Immune Escape Mechanisms in Colorectal Cancer Pathogenesis and Liver Metastasis

1Department of Sciences and Technologies, University of Sannio, 82100 Benevento, Italy
2Medical Oncology Unit, Fatebenefratelli Hospital, 82100 Benevento, Italy
3Department of Pathology “Mater Salutis” Hospital, 37045 Legnago (VR), Italy
4Department of Surgery and Oncology, University of Verona, 37129 Verona, Italy
5Bioinformatics Lab, BIOGEM scrl, 83031 Ariano Irpino (AV), Italy

Received 8 September 2013; Revised 18 November 2013; Accepted 18 November 2013; Published 16 January 2014

Academic Editor: Saied Mirshahidi

Copyright © 2014 Massimo Pancione et al. This is an open access article distributed under the Creative Commons Attribution License, which permits unrestricted use, distribution, and reproduction in any medium, provided the original work is properly cited.

Abstract

Over the past decade, growing evidence indicates that the tumor microenvironment (TME) contributes with genomic/epigenomic aberrations of malignant cells to enhance cancer cells survival, invasion, and dissemination. Many factors, produced or de novo synthesized by immune, stromal, or malignant cells, acting in a paracrine and autocrine fashion, remodel TME and the adaptive immune response culminating in metastasis.
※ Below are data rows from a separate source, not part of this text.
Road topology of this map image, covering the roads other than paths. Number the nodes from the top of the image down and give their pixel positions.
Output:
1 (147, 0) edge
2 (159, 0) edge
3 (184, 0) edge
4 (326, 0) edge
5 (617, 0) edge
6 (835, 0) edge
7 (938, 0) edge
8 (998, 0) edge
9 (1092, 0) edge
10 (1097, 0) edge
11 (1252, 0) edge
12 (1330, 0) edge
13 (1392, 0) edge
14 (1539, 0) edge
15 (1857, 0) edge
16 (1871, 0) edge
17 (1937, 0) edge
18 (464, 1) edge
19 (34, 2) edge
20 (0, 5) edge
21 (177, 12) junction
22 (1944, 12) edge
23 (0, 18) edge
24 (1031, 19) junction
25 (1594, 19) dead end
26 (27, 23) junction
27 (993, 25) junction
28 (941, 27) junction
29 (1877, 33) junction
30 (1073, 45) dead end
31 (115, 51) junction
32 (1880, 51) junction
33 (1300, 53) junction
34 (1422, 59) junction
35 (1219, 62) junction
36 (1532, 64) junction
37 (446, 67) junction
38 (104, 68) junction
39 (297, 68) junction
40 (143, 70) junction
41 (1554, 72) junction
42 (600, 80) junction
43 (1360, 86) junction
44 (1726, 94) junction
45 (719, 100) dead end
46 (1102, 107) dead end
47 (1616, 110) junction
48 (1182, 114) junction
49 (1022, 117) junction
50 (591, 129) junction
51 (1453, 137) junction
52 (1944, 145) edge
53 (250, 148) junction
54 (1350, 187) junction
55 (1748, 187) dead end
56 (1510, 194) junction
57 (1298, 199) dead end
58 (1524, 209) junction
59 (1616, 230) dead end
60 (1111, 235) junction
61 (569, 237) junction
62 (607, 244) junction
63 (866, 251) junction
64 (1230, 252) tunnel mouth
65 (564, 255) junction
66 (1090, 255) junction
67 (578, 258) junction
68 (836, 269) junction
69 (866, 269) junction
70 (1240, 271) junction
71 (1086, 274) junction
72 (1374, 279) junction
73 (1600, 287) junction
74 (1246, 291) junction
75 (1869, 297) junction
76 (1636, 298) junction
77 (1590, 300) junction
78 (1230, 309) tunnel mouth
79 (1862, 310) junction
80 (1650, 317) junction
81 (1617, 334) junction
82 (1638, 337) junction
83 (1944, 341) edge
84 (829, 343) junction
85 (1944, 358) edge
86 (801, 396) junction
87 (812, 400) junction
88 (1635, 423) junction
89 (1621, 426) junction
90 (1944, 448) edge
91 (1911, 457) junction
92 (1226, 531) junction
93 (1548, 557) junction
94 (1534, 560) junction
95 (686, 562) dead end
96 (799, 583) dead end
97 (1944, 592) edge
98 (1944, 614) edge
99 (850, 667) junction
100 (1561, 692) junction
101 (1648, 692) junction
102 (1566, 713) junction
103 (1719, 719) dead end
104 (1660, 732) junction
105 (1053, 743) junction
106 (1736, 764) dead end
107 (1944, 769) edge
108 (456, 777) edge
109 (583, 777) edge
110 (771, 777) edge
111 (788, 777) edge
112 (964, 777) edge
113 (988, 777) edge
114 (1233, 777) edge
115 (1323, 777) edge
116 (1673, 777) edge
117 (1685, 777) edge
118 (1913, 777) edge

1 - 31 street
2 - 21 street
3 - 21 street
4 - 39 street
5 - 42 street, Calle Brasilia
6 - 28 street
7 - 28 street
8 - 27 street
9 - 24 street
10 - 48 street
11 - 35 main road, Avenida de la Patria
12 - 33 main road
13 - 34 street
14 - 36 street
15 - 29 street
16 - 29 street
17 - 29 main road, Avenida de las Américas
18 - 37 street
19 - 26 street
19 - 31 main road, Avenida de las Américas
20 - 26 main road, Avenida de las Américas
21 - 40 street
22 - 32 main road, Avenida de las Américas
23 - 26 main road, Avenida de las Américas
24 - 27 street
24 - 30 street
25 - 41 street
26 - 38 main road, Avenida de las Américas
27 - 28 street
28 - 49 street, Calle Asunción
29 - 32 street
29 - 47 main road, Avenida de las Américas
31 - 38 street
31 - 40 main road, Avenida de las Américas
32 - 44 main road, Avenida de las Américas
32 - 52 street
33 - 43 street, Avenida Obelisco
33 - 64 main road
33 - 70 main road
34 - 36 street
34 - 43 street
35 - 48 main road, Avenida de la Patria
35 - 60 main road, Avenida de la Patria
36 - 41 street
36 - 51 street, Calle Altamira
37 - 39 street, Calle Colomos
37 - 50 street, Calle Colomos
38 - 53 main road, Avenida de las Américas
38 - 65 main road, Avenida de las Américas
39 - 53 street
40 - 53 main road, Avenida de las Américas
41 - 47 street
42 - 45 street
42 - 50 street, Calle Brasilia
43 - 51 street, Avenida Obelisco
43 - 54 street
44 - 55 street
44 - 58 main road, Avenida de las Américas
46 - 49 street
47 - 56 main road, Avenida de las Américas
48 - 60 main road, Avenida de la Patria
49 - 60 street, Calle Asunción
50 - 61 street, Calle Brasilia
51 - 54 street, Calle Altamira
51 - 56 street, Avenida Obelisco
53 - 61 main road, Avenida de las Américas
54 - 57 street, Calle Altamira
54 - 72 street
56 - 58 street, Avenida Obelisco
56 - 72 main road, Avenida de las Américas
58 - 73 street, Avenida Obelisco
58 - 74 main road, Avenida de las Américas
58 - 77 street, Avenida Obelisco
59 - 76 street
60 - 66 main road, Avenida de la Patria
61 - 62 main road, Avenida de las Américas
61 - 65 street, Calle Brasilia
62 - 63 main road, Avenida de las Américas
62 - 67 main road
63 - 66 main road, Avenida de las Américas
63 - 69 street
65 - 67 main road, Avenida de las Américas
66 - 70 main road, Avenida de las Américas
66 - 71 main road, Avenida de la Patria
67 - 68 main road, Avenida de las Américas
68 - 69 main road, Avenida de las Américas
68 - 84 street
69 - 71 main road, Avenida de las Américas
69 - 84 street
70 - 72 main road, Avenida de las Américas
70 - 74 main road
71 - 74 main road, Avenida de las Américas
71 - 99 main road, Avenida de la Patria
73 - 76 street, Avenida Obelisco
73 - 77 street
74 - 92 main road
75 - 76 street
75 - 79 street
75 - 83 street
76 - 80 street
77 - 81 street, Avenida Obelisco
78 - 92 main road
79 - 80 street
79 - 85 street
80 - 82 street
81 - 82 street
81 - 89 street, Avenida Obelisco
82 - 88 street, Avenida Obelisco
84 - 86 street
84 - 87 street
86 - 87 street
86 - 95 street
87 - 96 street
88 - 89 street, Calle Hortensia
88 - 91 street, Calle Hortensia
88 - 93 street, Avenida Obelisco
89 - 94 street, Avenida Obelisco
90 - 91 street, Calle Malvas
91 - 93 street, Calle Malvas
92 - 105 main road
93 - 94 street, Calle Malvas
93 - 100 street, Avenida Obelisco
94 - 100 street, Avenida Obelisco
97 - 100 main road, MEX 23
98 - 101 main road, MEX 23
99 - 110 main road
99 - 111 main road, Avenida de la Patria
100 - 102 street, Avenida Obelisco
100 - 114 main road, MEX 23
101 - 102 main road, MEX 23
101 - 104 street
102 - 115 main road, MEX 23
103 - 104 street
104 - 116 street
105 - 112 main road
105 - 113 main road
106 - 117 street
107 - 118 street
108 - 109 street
Taking into account the recent accomplishments in the field of immune oncology and using metastatic colorectal cancer (mCRC) as a model, we propose that the evasion of the immune surveillance and metastatic spread can be achieved through a number of mechanisms that include (a) intrinsic plasticity and adaptability of immune and malignant cells to paracrine and autocrine stimuli or genotoxic stresses; (b) alteration of positional schemes of myeloid-lineage cells, produced by factors controlling the balance between tumour-suppressing and tumour-promoting activities; (c) acquisition by cancer cells of aberrant immune-phenotypic traits (NT5E/CD73, CD68, and CD163) that enhance the interactions among TME components through the production of immune-suppressive mediators. These properties may represent the driving force of metastatic progression and thus clinically exploitable for cancer prevention and therapy. In this review we summarize results and suggest new hypotheses that favour the growing impact of tumor-infiltrating immune cells on tumour progression, metastasis, and therapy resistance.